Retype the data below, every word of it, exactly.

BEGIN Source data

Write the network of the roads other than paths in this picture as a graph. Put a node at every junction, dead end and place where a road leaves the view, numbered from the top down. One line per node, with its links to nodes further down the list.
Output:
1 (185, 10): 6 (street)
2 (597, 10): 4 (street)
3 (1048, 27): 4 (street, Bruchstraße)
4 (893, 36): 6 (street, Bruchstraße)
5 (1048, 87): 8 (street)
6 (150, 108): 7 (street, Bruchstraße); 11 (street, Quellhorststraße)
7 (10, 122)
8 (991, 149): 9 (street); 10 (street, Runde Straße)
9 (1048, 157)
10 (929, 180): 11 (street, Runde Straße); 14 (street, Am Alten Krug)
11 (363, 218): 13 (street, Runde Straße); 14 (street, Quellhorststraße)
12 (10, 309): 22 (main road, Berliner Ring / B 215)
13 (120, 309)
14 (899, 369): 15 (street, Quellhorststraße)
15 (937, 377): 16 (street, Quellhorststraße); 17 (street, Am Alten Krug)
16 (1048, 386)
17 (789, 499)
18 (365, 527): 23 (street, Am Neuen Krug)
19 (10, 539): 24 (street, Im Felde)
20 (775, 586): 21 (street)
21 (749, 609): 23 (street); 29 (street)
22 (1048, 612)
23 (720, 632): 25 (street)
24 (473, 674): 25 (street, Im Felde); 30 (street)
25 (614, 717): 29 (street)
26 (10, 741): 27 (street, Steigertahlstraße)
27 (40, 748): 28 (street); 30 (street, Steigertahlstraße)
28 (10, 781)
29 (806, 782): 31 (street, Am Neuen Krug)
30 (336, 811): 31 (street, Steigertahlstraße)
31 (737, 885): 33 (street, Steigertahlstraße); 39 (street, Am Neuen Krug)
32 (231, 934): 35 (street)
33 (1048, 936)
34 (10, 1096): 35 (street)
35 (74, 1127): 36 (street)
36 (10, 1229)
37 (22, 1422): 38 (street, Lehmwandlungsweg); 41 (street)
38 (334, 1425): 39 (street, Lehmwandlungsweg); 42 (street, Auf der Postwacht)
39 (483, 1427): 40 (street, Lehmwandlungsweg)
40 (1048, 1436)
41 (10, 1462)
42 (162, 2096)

END Source data

§ **Final answer**:
Write the network of the roads other than paths in this picture as a graph. Put a node at every junction, dead end and place where a road leaves the view, numbered from the top down. One line per node, with its links to nodes further down the list.
Output:
1 (185, 10): 6 (street)
2 (597, 10): 4 (street)
3 (1048, 27): 4 (street, Bruchstraße)
4 (893, 36): 6 (street, Bruchstraße)
5 (1048, 87): 8 (street)
6 (150, 108): 7 (street, Bruchstraße); 11 (street, Quellhorststraße)
7 (10, 122)
8 (991, 149): 9 (street); 10 (street, Runde Straße)
9 (1048, 157)
10 (929, 180): 11 (street, Runde Straße); 14 (street, Am Alten Krug)
11 (363, 218): 13 (street, Runde Straße); 14 (street, Quellhorststraße)
12 (10, 309): 22 (main road, Berliner Ring / B 215)
13 (120, 309)
14 (899, 369): 15 (street, Quellhorststraße)
15 (937, 377): 16 (street, Quellhorststraße); 17 (street, Am Alten Krug)
16 (1048, 386)
17 (789, 499)
18 (365, 527): 23 (street, Am Neuen Krug)
19 (10, 539): 24 (street, Im Felde)
20 (775, 586): 21 (street)
21 (749, 609): 23 (street); 29 (street)
22 (1048, 612)
23 (720, 632): 25 (street)
24 (473, 674): 25 (street, Im Felde); 30 (street)
25 (614, 717): 29 (street)
26 (10, 741): 27 (street, Steigertahlstraße)
27 (40, 748): 28 (street); 30 (street, Steigertahlstraße)
28 (10, 781)
29 (806, 782): 31 (street, Am Neuen Krug)
30 (336, 811): 31 (street, Steigertahlstraße)
31 (737, 885): 33 (street, Steigertahlstraße); 39 (street, Am Neuen Krug)
32 (231, 934): 35 (street)
33 (1048, 936)
34 (10, 1096): 35 (street)
35 (74, 1127): 36 (street)
36 (10, 1229)
37 (22, 1422): 38 (street, Lehmwandlungsweg); 41 (street)
38 (334, 1425): 39 (street, Lehmwandlungsweg); 42 (street, Auf der Postwacht)
39 (483, 1427): 40 (street, Lehmwandlungsweg)
40 (1048, 1436)
41 (10, 1462)
42 (162, 2096)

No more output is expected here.